Con due nuove risposte ad interpello l’Agenzia delle Entrate torna a porre l’accento sul concetto di residenza fiscale nel territorio dello Stato come requisito essenziale per beneficiare dei regimi agevolati per il rientro in Italia. Tra il trasferimento della residenza e l’attività lavorativa in Italia, si ribadisce, deve esserci un nesso di causalità.
In particolare, con l’interpello n.33/2018, si discute dell’applicabilità del beneficio di cui all’art.44 del DL 78/2010 (esclusione ai fini IRPEF del 90% dei compensi percepiti da docenti e ricercatori che rientrano in Italia per un totale di 4 periodi d’imposta). Come ricordato nella risposta in esame, il poter beneficiare di tale regime agevolato è subordinato alla presenza di una serie di requisiti, tra i quali (..) c) aver svolto all’estero documentata attività di ricerca o docenza per almeno due anni continuativi (…) d) svolgere l’attività di docenza e ricerca in Italia; e) acquisire la residenza fiscale nel territorio dello Stato.
La risposta dell’Agenzia delle Entrate si sofferma proprio su tale ultimo punto e), e richiamando la precedente circolare n.17/2017 conferma come “la norma prevede espressamente che il docente o il ricercatore acquisisca la residenza fiscale nel territorio dello Stato e ciò avvenga in conseguenza dello svolgimento dell’attività lavorativa in Italia”.
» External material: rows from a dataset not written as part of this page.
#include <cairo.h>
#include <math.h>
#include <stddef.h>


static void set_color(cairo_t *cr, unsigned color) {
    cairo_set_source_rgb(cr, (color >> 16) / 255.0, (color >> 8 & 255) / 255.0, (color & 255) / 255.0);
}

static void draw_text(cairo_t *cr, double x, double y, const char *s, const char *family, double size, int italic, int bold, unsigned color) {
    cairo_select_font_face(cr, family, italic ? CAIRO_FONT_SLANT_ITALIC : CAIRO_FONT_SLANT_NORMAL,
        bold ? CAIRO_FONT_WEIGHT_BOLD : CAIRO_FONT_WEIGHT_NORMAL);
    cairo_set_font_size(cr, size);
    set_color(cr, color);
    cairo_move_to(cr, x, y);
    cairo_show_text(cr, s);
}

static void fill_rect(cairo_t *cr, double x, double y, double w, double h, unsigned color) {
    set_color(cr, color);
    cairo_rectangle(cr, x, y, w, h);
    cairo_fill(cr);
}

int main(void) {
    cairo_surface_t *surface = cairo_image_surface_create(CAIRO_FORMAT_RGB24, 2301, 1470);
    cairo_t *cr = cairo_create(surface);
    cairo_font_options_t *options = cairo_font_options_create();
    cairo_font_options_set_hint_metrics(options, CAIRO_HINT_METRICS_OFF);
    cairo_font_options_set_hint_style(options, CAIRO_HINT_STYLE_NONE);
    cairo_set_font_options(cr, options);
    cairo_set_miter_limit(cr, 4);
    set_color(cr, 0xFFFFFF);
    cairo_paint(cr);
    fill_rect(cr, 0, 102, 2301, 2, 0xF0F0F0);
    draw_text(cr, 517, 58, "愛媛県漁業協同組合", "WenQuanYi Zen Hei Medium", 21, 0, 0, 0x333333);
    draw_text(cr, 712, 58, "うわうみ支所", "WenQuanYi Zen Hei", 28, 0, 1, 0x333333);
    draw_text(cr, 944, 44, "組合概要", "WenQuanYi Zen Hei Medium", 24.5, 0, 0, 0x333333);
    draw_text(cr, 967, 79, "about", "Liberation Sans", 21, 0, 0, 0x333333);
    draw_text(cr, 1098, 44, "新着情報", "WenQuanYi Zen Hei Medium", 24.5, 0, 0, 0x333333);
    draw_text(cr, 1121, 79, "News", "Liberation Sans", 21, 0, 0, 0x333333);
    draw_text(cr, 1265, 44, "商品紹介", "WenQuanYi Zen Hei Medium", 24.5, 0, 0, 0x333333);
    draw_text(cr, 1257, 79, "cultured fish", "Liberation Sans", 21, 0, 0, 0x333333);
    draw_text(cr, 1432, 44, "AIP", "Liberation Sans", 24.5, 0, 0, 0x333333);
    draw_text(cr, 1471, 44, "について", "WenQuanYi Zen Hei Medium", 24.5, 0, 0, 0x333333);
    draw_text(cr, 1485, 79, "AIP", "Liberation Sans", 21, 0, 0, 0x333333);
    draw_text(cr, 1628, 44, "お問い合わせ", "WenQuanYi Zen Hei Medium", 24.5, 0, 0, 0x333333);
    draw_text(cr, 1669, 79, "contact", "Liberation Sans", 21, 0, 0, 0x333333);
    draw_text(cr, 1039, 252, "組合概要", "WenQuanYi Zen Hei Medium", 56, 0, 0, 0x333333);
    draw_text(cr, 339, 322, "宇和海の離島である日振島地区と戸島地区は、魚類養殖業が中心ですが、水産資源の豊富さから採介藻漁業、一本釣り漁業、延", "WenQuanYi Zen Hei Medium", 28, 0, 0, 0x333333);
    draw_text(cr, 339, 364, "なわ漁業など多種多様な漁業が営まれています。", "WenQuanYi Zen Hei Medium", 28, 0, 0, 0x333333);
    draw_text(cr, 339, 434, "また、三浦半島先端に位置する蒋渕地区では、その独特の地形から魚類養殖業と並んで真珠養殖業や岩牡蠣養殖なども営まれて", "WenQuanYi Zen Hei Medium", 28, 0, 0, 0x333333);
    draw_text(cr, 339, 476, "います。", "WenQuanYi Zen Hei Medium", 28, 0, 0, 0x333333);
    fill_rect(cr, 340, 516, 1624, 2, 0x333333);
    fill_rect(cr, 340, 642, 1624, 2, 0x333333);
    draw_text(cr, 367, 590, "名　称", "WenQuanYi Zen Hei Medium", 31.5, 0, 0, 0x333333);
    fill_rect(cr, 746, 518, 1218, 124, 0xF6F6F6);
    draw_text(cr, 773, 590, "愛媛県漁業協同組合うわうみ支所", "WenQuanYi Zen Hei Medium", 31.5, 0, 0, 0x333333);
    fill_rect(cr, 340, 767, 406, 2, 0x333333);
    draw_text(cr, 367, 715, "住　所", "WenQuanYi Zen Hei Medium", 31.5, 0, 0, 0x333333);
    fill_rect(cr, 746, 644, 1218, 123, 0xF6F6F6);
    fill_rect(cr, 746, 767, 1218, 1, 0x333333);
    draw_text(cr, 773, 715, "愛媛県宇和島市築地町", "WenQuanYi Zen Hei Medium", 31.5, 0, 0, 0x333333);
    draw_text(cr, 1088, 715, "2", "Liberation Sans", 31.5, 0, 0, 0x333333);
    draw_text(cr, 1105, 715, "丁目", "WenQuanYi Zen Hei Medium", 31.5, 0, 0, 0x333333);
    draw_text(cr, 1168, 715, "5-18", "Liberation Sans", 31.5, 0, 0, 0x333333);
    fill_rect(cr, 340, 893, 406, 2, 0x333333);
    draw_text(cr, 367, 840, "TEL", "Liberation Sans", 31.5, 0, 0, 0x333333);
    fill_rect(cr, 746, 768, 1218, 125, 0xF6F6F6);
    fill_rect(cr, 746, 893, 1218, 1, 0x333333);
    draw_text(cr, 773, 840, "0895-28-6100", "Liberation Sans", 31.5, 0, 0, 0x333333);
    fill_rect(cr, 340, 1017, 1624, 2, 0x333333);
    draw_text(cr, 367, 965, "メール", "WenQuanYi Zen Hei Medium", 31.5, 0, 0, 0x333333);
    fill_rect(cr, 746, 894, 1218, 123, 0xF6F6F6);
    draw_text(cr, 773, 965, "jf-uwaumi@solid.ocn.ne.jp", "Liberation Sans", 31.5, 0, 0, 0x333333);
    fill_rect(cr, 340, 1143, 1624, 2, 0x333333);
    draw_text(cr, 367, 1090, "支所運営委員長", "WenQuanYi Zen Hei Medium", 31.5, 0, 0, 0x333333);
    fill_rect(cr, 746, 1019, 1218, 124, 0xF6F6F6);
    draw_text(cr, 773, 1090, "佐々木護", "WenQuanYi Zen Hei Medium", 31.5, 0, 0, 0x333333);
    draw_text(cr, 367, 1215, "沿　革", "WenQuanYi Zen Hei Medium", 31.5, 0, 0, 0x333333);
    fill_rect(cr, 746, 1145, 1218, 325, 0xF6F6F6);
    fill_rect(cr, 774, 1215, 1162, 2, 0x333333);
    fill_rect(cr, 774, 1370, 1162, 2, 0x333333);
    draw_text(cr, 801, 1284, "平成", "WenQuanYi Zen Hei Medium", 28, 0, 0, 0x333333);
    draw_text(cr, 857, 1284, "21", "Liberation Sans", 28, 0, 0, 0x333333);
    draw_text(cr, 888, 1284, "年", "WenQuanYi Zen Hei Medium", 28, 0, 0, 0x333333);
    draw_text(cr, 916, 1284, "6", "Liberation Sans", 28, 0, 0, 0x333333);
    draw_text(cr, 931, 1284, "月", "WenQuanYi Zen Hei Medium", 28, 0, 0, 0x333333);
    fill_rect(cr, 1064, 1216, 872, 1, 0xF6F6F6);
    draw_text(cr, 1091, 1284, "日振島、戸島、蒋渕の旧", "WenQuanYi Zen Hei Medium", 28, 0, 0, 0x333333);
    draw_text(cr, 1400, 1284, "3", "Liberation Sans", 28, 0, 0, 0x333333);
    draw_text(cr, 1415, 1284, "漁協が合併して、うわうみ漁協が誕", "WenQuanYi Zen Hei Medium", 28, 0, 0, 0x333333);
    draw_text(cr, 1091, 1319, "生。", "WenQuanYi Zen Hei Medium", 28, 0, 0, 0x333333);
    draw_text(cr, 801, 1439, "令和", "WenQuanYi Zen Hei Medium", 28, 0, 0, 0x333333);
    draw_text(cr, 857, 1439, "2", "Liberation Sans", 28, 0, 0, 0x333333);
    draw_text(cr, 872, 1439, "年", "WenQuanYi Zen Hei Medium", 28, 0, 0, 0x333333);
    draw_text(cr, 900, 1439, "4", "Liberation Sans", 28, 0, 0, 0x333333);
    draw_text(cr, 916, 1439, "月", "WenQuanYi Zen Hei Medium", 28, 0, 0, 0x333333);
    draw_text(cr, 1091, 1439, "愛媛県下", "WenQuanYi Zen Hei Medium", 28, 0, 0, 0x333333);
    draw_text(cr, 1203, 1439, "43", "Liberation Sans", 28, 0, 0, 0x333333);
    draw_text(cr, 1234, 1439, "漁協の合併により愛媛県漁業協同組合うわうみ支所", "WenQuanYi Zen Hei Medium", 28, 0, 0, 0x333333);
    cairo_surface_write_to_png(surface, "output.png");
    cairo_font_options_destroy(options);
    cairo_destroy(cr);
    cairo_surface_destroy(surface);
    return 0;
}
A tal proposito – chiarisce e ribadisce l’Amministrazione Finanziaria – per definire il concetto di residenza occorre fare riferimento alle disposizioni contenute nell’articolo 2 del TUIR, il quale considera residenti in Italia le persone fisiche che, per la maggior parte del periodo d’imposta (183 giorni o 184 giorni in caso di anno bisestile), sono iscritte nelle anagrafi della popolazione residente o hanno nel territorio dello Stato la residenza o il domicilio ai sensi del codice civile. Tali condizioni sono tra loro alternative, per cui la sussistenza anche di una sola di esse e? sufficiente a qualificare, ai fini fiscali, un soggetto residente in Italia.
L’attività svolta alle dipendenze di un istituto di ricerca italiano presuppone quindi, per la fruizione dell’agevolazione in argomento, che il dipendente diventi fiscalmente residente in Italia e che sia ravvisabile un collegamento fra il rientro in Italia e l’inizio dell’attività – come sopra precisato – di docenza o ricerca nel territorio dello Stato.
Nel caso in esame il ricercatore ha stipulato un contratto di lavoro a tempo determinato nell’ottobre 2015, – per il quale l’attività lavorativa, come precisato dalla circolare n.17/2017, “si considera iniziata, (…), alla data da cui decorrono l’obbligo della prestazione lavorativa e l’obbligo della remunerazione” – ma non ha fatto seguire l’acquisizione della residenza fiscale in Italia già dal periodo d’imposta 2016, avendo invece continuato a svolgere la sua attività all’estero fino al settembre 2017.
Da ciò deriva, secondo le conclusioni dell’Amministrazione Finanziaria, che il rientro del ricercatore in Italia nel 2017 e la sua contestuale iscrizione nell’anagrafe della popolazione residente non soddisfino la ratio della norma e non consentono pertanto l’applicazione del regime agevolato. Questo perché il trasferimento della sua residenza fiscale sarebbe avvenuto successivamente all’instaurarsi del rapporto di lavoro per svolgere attività di ricerca in Italia, il che “fa si? che non sia ravvisabile un nesso tra i due eventi e, quindi, non risulta soddisfatta la vis attrattiva della norma”.
A conferma di ciò la risposta all’interpello 32, sempre dello stesso 11 ottobre, nel quale, in riferimento ad un caso di applicazione della norma analoga contenuta nel D.Lgs 147 2015 ( “regime speciale per lavoratori impatriati” con alte qualificazioni e specializzazioni, cui compete uno sgravio del 50% a partire dall’anno in cui avviene il trasferimento della residenza fiscale e per i 4 anni successivi) l’Agenzia delle Entrate da’ parere positivo sull’applicabilità dell’agevolazione nei confronti di un cittadino italiano iscritto AIRE dal 2012 al 2018 che, assunto nel 2018 con contratto a tempo indeterminato in Italia, al rientro si è subito iscritto all’Anagrafe della popolazione residente.
Anche in questo caso il beneficio è espressamente subordinato al soddisfacimento delle condizioni precedenti al rientro (con richiamo espresso a quanto già enunciato con la risoluzione 51/2018 in cui si legge che “la scrivente ritiene che, per tali soggetti, la residenza all’estero per almeno due periodi d’imposta costituisca il periodo minimo sufficiente ad integrare il requisito della non residenza nel territorio dello Stato e a consentire, pertanto, l’accesso al regime agevolativo”) ed al trasferimento della residenza in Italia, ancora una volta, in applicazione delle condizioni ex art. 2 del TUIR.